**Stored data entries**

—————

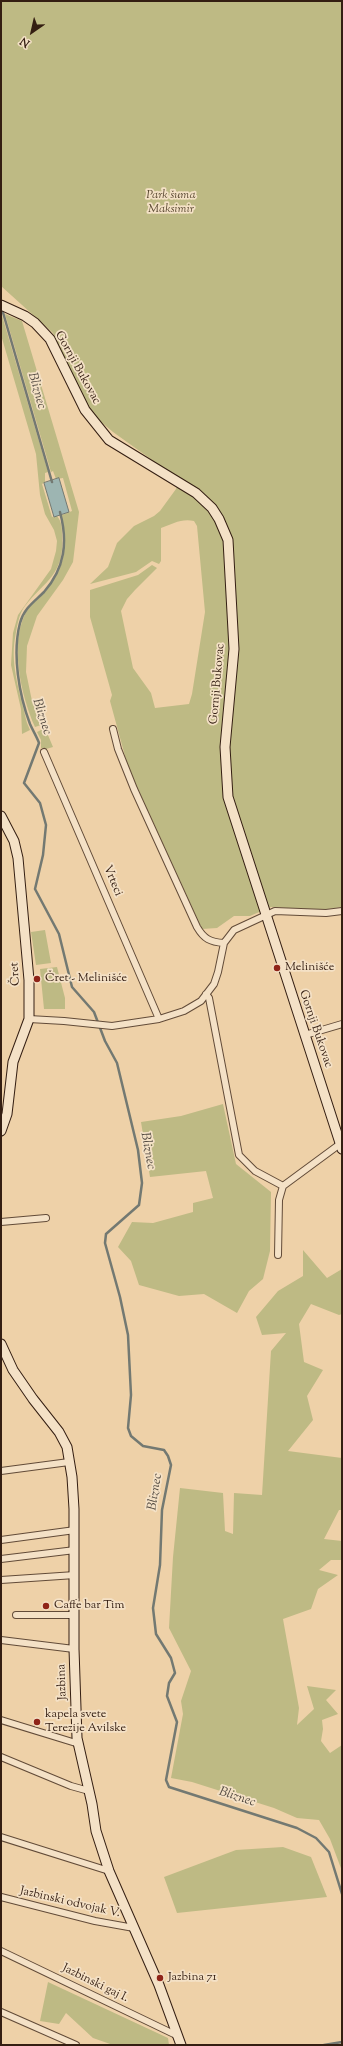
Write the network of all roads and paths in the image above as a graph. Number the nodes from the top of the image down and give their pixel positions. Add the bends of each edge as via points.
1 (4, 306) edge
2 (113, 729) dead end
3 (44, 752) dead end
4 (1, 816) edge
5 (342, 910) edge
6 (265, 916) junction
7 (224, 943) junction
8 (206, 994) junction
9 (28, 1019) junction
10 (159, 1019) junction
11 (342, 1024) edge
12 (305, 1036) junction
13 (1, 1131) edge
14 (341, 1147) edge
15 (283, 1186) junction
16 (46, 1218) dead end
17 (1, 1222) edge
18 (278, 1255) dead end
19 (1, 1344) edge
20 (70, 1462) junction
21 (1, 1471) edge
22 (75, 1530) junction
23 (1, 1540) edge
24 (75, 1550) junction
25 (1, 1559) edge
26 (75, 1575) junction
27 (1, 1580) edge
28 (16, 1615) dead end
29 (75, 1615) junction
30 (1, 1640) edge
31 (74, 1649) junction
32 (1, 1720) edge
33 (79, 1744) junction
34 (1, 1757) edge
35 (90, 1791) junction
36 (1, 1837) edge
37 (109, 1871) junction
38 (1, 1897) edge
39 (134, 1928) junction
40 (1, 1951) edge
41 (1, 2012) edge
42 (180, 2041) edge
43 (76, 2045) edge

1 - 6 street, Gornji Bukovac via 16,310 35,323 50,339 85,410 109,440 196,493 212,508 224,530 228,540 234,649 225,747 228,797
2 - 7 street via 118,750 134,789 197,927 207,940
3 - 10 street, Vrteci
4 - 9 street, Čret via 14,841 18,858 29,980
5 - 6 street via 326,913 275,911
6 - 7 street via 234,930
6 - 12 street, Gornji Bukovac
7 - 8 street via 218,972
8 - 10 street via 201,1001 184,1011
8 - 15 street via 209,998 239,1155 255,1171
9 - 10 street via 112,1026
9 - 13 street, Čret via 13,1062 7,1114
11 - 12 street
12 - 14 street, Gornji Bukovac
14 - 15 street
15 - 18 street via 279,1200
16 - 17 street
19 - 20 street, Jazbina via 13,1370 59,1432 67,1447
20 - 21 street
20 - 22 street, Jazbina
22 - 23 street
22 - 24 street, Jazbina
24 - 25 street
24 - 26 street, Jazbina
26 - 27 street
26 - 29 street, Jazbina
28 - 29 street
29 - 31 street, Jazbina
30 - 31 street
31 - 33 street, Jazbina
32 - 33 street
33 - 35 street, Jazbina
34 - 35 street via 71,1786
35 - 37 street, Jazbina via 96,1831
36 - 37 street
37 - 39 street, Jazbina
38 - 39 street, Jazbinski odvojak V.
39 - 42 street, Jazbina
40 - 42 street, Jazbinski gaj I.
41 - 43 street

—————

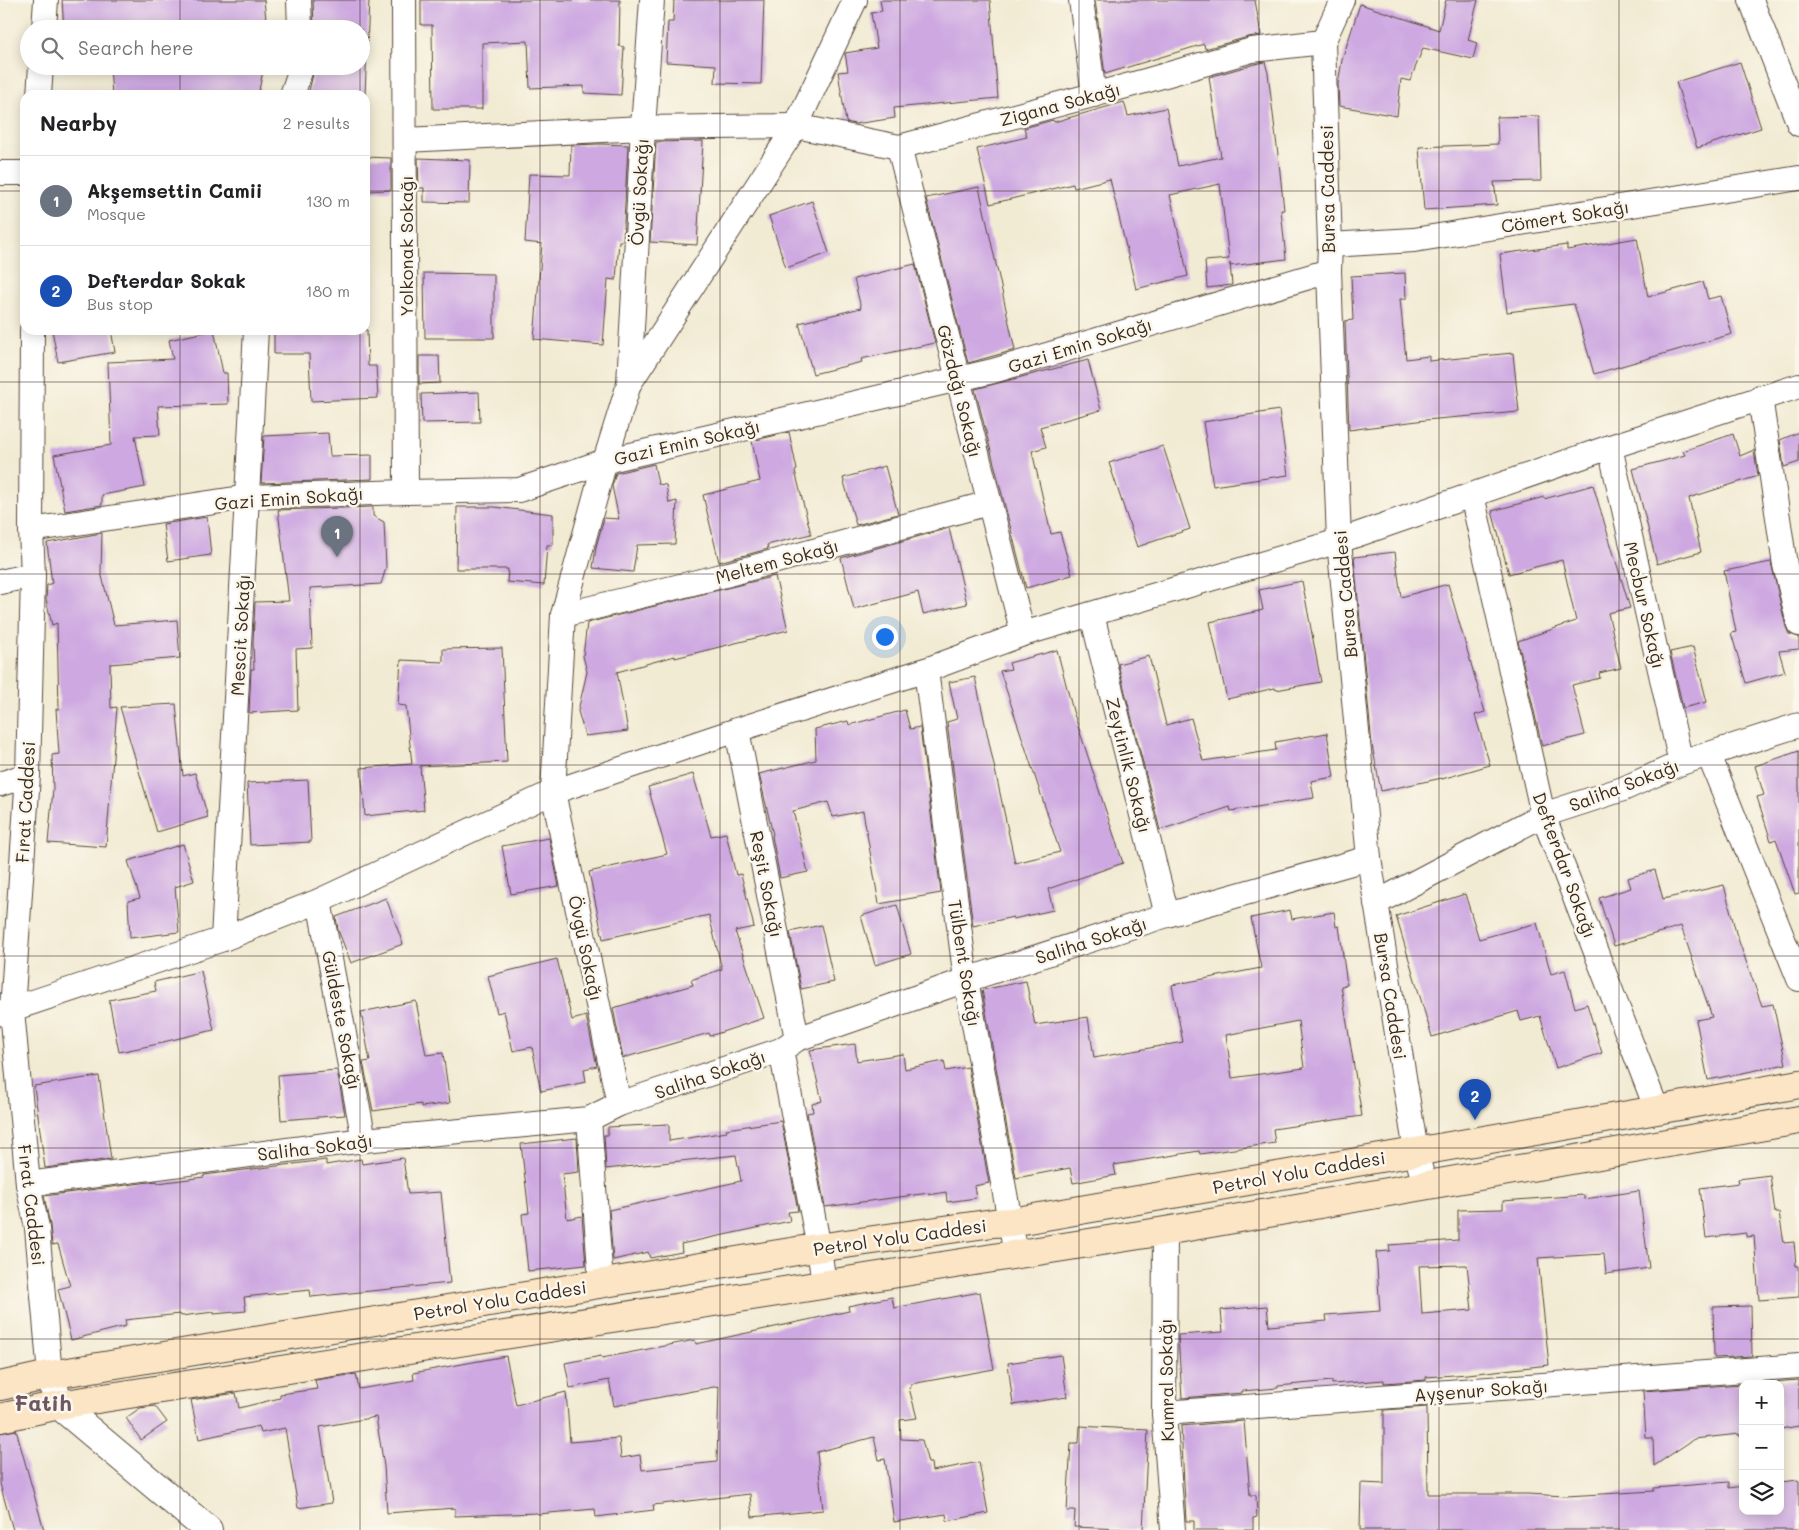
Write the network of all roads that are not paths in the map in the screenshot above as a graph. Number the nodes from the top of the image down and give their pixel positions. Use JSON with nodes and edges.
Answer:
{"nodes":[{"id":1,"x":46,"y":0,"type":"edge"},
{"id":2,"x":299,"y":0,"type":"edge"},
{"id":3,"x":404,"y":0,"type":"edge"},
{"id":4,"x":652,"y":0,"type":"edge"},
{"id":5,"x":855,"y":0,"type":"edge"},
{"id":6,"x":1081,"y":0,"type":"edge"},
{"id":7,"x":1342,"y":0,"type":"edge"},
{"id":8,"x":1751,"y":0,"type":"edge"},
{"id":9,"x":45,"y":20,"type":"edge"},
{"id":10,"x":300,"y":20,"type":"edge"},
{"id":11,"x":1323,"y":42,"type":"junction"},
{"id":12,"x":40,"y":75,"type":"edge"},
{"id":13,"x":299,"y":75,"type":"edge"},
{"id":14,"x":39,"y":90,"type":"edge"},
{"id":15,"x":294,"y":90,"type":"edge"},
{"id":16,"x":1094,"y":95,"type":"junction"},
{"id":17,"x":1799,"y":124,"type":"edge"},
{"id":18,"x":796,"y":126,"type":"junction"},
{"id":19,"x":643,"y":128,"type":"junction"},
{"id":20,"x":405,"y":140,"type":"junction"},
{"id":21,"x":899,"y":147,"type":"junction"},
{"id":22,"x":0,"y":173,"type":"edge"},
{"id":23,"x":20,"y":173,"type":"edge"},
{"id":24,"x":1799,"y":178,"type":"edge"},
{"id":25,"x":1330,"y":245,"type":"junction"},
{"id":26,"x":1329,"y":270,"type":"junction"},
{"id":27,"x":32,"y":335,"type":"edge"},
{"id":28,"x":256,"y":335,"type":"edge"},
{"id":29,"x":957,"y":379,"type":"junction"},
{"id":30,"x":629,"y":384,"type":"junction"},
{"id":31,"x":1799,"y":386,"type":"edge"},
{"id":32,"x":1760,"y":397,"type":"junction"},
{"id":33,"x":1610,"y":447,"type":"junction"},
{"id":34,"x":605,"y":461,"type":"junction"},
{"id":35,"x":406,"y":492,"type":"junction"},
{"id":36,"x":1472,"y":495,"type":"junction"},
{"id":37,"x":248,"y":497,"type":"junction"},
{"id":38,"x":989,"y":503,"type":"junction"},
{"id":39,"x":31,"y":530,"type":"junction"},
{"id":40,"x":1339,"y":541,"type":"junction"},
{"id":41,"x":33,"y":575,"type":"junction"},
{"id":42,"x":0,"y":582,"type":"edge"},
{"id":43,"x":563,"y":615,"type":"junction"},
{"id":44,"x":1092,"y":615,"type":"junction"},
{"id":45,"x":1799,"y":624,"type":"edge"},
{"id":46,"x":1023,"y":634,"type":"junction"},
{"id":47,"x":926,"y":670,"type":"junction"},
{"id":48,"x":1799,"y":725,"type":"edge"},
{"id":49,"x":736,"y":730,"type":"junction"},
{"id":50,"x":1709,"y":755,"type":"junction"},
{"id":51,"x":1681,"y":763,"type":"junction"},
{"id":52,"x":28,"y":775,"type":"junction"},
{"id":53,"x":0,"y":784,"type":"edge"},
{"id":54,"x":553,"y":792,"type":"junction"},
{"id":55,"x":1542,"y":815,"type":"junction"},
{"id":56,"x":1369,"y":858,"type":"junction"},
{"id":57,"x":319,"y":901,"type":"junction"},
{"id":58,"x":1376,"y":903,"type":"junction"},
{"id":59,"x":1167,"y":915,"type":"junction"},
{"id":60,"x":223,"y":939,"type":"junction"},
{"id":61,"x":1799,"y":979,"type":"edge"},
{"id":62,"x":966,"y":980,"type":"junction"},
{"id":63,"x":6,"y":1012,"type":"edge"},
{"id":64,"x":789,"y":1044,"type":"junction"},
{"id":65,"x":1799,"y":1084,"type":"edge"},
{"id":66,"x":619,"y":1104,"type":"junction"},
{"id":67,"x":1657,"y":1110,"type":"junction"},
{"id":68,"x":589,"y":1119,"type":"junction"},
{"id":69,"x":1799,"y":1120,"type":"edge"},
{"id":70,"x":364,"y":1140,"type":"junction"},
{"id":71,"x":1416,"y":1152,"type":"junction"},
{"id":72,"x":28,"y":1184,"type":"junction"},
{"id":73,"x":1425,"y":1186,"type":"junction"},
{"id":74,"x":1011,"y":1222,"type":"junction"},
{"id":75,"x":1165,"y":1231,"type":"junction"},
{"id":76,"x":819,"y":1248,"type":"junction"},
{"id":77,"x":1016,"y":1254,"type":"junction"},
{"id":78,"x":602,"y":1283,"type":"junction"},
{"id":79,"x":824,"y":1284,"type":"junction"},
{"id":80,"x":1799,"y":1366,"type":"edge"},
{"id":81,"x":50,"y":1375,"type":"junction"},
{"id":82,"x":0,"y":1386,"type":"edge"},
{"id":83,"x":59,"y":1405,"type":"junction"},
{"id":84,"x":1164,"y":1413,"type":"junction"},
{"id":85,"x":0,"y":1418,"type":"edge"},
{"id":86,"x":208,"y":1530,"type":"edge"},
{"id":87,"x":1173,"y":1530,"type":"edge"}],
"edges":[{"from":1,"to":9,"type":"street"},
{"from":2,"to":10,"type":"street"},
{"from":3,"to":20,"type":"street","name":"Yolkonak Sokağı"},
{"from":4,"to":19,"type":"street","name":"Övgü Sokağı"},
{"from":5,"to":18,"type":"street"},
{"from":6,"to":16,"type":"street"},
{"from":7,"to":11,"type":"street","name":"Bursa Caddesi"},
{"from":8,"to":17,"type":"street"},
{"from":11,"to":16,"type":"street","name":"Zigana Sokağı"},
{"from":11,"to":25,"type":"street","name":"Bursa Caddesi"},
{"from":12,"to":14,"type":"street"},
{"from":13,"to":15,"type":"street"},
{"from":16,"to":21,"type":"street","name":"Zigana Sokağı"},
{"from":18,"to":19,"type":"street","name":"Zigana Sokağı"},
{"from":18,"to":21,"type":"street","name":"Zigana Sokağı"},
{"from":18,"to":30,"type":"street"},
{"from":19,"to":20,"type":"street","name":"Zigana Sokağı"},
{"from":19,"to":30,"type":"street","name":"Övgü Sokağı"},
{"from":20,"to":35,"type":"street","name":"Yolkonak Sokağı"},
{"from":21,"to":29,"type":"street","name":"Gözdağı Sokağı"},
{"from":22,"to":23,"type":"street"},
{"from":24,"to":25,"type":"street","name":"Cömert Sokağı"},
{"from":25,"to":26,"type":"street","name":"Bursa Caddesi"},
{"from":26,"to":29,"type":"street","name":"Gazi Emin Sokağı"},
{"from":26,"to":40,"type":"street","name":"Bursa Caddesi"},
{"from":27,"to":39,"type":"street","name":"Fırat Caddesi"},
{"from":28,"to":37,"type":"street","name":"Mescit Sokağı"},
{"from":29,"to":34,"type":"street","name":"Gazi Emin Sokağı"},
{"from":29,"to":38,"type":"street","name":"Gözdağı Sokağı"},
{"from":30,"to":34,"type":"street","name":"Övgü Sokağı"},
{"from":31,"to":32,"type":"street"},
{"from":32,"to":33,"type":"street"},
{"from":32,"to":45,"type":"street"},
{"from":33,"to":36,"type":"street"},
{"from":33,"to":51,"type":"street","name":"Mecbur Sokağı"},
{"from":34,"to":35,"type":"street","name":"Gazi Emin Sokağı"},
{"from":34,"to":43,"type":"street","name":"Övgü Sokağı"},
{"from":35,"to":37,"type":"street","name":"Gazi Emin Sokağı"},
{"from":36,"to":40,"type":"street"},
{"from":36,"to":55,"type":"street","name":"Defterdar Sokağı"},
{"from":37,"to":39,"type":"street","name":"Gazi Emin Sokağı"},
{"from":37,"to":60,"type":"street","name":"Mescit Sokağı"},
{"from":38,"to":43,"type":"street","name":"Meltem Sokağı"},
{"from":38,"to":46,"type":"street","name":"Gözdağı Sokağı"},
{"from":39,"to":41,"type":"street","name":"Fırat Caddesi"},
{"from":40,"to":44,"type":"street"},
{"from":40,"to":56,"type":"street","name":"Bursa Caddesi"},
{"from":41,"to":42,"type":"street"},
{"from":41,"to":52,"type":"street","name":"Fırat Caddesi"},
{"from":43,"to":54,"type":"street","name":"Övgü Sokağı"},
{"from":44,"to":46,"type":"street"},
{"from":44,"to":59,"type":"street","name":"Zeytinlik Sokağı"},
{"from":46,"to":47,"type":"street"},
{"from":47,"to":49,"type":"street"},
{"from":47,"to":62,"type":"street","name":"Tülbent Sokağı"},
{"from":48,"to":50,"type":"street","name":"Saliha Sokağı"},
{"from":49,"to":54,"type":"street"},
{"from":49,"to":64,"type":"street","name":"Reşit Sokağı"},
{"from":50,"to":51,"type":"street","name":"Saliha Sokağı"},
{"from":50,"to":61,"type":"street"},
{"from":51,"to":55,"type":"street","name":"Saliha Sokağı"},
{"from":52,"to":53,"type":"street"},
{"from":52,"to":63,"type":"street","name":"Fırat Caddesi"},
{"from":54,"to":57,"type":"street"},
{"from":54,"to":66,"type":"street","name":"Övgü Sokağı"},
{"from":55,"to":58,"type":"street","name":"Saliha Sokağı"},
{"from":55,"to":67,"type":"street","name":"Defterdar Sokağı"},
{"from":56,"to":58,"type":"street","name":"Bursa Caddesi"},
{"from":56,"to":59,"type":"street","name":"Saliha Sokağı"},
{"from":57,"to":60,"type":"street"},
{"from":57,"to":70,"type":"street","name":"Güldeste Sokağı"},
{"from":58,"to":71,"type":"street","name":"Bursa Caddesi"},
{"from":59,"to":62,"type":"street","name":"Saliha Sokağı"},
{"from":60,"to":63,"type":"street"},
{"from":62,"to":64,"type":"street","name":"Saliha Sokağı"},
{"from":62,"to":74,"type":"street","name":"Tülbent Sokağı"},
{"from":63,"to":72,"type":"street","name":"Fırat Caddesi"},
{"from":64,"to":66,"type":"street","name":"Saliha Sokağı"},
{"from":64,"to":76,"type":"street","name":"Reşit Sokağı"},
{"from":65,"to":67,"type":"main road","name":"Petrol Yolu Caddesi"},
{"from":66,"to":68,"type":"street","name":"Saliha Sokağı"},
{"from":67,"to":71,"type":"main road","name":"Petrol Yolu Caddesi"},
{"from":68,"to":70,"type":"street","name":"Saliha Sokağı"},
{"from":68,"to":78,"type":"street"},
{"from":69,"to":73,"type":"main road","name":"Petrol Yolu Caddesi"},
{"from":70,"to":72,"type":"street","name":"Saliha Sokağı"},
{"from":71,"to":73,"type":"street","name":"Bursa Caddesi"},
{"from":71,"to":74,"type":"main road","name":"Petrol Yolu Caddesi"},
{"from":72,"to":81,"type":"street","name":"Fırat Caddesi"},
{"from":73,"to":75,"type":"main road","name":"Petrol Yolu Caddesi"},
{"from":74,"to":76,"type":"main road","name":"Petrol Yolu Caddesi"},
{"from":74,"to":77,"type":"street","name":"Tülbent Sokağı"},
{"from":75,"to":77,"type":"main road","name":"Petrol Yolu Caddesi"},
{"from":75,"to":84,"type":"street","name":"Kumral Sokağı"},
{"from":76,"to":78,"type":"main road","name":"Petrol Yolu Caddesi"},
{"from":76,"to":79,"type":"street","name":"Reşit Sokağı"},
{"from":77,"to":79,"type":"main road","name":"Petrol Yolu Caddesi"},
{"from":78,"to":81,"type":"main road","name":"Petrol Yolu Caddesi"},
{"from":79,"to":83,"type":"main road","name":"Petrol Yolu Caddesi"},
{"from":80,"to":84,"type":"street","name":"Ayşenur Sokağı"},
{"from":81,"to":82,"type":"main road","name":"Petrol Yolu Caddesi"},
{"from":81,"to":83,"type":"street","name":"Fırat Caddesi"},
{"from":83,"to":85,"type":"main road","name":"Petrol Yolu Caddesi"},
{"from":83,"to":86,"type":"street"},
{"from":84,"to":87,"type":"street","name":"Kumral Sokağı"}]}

—————

**WHAT TO PRODUCE**
In the data above, find each line that uses the string "Gözdağı". Copy it.

**ANSWER AREA**
{"from":21,"to":29,"type":"street","name":"Gözdağı Sokağı"},
{"from":29,"to":38,"type":"street","name":"Gözdağı Sokağı"},
{"from":38,"to":46,"type":"street","name":"Gözdağı Sokağı"},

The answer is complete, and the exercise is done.